An Instrumented Data Center Infrastructure for Research on Cross-Layer Autonomics

Overview

This project's goal is to acquire and develop an instrumented datacenter testbed spanning the three sites of the NSF Center for Autonomic Computing (CAC) - the University of Florida (UF), the University of Arizona (UA) and Rutgers, the State University of New Jersey (RU). This proposed infrastructure reflects the natural heterogeneity, dynamism and distribution of real-world datacenters, and includes embedded instrumentation at all levels, including the platform, virtualization, middleware and application layers. Its scale and geographical distribution enables studies of both "scale-up" and "scale-out" challenges faced by datacenter applications, services, middleware and architectures. It will enable fundamental and far-reaching research focused on cross-layer autonomics for managing and optimizing large-scale datacenters. This research is motivated by the growing complexity and costs of operating and managing enterprise datacenters. The participant sites will contribute complementary expertise - UA at the resource level, UF at the virtualization layer and RU in the area of services and applications. The end-to-end approach to autonomic management was identified as critical by the industrial members of the CAC in order to bring coherence across ongoing separate research efforts and have a transformative impact on the modeling, formulation and solution of datacenter management problems which so far have mostly considered layers individually.

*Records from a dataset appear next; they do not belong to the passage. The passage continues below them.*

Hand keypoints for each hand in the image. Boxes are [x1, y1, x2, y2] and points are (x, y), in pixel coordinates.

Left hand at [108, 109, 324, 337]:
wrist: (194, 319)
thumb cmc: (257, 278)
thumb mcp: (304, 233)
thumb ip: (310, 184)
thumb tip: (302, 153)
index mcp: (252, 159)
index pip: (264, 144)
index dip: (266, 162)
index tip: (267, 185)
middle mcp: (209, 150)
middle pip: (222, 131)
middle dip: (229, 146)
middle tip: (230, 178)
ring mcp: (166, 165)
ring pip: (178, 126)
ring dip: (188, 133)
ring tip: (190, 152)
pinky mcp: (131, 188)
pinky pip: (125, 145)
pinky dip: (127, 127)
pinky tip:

The infrastructure will uniquely enable the scientific understanding of cross layer management of datacenters in many contexts, such as:

  • At the resource level using information from the virtualization layer: the virtual layer provides information about virtual machine capacities required by the current workloads. The autonomic controller at the resource level uses this information to proactively detect and dynamically scale down/up resources in server platforms such that it is just right-sized to handle the expected workloads and while providing promised service levels. For example, power can be saved by transitioning over-provisioned resources to low-power states.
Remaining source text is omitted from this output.